**What is expected:** An unchanged copy of all the lines below is expected, and it should contain no pictures.

**Information given:**
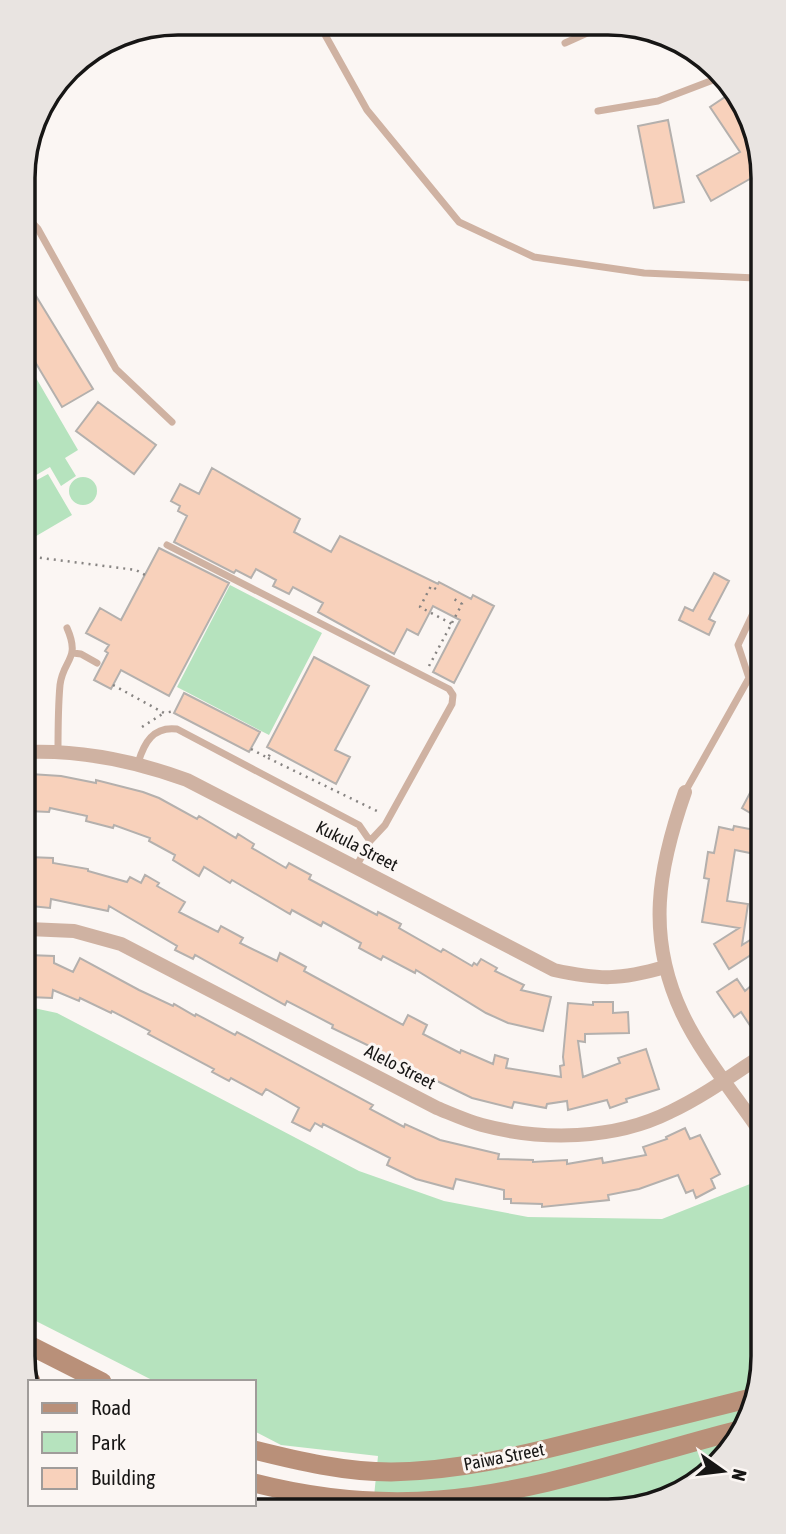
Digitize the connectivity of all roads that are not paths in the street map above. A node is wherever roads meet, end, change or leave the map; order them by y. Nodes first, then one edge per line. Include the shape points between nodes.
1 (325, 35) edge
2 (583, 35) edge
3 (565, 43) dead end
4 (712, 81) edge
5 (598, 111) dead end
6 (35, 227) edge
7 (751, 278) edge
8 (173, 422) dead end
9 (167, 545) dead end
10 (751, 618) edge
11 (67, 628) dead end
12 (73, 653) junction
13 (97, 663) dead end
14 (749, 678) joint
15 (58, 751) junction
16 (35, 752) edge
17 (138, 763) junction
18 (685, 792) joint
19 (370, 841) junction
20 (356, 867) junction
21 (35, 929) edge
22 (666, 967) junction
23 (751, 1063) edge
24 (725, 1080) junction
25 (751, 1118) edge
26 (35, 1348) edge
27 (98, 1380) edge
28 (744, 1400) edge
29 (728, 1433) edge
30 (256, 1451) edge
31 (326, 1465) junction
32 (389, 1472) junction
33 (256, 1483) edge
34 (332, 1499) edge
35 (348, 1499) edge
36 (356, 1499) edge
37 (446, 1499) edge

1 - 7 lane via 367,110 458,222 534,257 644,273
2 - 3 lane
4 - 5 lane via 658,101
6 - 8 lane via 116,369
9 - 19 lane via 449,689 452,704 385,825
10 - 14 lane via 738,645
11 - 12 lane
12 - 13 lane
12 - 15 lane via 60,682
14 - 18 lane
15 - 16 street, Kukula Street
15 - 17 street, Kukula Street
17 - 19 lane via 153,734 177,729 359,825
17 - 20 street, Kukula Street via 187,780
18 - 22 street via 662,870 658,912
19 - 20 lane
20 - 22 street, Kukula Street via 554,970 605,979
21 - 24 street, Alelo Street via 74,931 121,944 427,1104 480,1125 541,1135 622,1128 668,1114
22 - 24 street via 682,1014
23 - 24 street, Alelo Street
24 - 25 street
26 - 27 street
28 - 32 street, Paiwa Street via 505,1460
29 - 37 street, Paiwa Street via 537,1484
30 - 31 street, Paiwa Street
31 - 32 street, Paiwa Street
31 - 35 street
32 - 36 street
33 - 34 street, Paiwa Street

**Answer:**
Digitize the connectivity of all roads that are not paths in the street map above. A node is wherever roads meet, end, change or leave the map; order them by y. Nodes first, then one edge per line. Include the shape points between nodes.
1 (325, 35) edge
2 (583, 35) edge
3 (565, 43) dead end
4 (712, 81) edge
5 (598, 111) dead end
6 (35, 227) edge
7 (751, 278) edge
8 (173, 422) dead end
9 (167, 545) dead end
10 (751, 618) edge
11 (67, 628) dead end
12 (73, 653) junction
13 (97, 663) dead end
14 (749, 678) joint
15 (58, 751) junction
16 (35, 752) edge
17 (138, 763) junction
18 (685, 792) joint
19 (370, 841) junction
20 (356, 867) junction
21 (35, 929) edge
22 (666, 967) junction
23 (751, 1063) edge
24 (725, 1080) junction
25 (751, 1118) edge
26 (35, 1348) edge
27 (98, 1380) edge
28 (744, 1400) edge
29 (728, 1433) edge
30 (256, 1451) edge
31 (326, 1465) junction
32 (389, 1472) junction
33 (256, 1483) edge
34 (332, 1499) edge
35 (348, 1499) edge
36 (356, 1499) edge
37 (446, 1499) edge

1 - 7 lane via 367,110 458,222 534,257 644,273
2 - 3 lane
4 - 5 lane via 658,101
6 - 8 lane via 116,369
9 - 19 lane via 449,689 452,704 385,825
10 - 14 lane via 738,645
11 - 12 lane
12 - 13 lane
12 - 15 lane via 60,682
14 - 18 lane
15 - 16 street, Kukula Street
15 - 17 street, Kukula Street
17 - 19 lane via 153,734 177,729 359,825
17 - 20 street, Kukula Street via 187,780
18 - 22 street via 662,870 658,912
19 - 20 lane
20 - 22 street, Kukula Street via 554,970 605,979
21 - 24 street, Alelo Street via 74,931 121,944 427,1104 480,1125 541,1135 622,1128 668,1114
22 - 24 street via 682,1014
23 - 24 street, Alelo Street
24 - 25 street
26 - 27 street
28 - 32 street, Paiwa Street via 505,1460
29 - 37 street, Paiwa Street via 537,1484
30 - 31 street, Paiwa Street
31 - 32 street, Paiwa Street
31 - 35 street
32 - 36 street
33 - 34 street, Paiwa Street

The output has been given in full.